Abstract

Large-scale battery energy storage is an inevitable trend in energy storage development. The large-scale all-vanadium liquid-flow battery energy storage system contains a large number of battery energy storage units. Current operation methods usually study large-scale energy storage as an equivalent model. There is a lack of optimization for the operation of modular energy storage units. Efficient and stable operation of large-scale energy storage needs to coordinate the operation of various energy storage units. A battery simulation model was built according to the working mechanism and external characteristics of the vanadium redox battery (VRB). Based on the simulation model, the voltage and current loss characteristics of the vanadium redox battery under the rated power charging and discharging mode were studied. Based on the model, the change in charging and discharging efficiency under different powers is measured. The power–efficiency coupling relationship is studied. The power–efficiency coupling relationship provides the basis for power allocation with the aim of optimizing efficiency.
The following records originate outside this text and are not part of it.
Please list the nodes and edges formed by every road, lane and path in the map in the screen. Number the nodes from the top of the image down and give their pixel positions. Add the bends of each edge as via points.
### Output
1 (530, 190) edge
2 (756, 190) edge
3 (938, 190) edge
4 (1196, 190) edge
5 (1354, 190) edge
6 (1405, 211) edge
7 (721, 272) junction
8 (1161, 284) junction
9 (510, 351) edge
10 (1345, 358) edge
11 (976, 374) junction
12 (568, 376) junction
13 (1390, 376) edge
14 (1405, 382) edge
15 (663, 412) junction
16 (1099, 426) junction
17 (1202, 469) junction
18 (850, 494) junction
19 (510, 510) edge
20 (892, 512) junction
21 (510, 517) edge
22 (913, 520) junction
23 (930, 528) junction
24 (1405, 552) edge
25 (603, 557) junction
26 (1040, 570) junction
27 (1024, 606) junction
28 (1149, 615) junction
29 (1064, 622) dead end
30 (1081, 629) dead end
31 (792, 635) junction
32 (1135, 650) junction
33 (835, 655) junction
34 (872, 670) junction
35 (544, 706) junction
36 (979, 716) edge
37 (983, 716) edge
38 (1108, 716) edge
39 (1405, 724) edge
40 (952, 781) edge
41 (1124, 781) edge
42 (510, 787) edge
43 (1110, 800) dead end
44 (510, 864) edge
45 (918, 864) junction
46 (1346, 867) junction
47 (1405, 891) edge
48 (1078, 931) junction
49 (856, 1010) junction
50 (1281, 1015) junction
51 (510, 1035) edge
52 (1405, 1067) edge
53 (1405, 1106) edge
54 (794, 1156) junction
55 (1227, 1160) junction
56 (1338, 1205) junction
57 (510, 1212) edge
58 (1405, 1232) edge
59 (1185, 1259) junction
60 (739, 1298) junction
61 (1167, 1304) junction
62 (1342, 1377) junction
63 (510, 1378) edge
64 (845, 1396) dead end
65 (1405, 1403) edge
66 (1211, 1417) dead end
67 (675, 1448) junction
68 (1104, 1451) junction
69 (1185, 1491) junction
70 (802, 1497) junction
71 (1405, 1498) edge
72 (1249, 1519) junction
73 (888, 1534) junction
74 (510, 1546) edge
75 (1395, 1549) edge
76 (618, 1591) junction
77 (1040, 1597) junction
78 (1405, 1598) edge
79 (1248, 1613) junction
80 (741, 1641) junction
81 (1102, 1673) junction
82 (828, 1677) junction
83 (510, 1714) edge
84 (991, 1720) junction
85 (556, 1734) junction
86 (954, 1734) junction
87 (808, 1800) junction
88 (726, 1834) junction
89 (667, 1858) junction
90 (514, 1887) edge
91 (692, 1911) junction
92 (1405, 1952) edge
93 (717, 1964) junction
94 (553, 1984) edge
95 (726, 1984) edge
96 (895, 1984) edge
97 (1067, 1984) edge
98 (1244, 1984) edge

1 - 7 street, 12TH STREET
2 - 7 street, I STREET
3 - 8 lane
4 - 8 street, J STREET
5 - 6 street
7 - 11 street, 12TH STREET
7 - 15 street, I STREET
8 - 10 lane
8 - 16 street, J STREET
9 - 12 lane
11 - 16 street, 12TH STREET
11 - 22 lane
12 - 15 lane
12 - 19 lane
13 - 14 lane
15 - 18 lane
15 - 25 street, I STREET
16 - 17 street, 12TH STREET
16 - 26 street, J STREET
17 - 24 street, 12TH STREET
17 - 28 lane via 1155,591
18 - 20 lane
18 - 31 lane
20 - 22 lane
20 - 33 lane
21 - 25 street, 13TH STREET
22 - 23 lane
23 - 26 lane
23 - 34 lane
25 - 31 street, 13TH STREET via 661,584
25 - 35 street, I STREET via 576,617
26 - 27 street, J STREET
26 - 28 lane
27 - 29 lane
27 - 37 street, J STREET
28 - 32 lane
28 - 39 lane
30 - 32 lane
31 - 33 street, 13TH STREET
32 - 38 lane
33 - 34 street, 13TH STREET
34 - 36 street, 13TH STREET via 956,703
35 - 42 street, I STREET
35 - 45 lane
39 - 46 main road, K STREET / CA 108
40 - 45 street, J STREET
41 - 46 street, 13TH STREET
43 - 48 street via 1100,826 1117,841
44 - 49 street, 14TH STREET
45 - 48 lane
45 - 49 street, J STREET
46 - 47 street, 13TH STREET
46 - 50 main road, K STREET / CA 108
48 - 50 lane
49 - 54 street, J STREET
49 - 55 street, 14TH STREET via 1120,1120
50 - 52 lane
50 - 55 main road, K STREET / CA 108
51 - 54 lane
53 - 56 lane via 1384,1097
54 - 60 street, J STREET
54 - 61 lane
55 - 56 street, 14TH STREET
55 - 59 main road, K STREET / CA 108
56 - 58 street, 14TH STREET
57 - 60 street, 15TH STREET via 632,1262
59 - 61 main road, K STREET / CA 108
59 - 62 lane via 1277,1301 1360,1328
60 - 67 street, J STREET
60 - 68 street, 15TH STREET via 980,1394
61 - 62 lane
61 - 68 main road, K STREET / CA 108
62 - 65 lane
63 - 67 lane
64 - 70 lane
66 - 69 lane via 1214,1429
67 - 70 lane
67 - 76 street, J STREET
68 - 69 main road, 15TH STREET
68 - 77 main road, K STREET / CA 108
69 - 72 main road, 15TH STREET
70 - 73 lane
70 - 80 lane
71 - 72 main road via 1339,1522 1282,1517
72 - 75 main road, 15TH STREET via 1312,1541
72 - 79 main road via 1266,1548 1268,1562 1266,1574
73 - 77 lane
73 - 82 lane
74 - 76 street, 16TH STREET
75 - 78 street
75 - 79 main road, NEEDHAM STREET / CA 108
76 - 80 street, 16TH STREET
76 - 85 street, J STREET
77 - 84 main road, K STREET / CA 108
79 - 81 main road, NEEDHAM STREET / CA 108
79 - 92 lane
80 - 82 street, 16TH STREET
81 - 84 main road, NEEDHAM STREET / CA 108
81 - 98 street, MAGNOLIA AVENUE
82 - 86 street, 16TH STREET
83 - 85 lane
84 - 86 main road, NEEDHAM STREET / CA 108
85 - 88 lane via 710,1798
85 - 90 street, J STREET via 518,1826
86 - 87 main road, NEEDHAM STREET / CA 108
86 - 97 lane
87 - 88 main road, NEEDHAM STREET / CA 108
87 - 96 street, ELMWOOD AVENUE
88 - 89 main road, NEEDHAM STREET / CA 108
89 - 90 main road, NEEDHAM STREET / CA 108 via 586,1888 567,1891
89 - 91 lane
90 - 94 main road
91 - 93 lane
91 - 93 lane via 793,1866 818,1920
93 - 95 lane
Then, combining the structure of the large-scale vanadium redox battery energy storage system and the power–efficiency coupling relationship, a large-scale energy storage system efficiency mathematical model is constructed. In a peak shaving scenario, aiming at optimizing the efficiency of the energy storage system and according to the efficiency mathematical model of the large-scale energy storage system, a coordinated and optimized operation strategy of the energy storage module is proposed. This module improves the efficiency of the energy storage system.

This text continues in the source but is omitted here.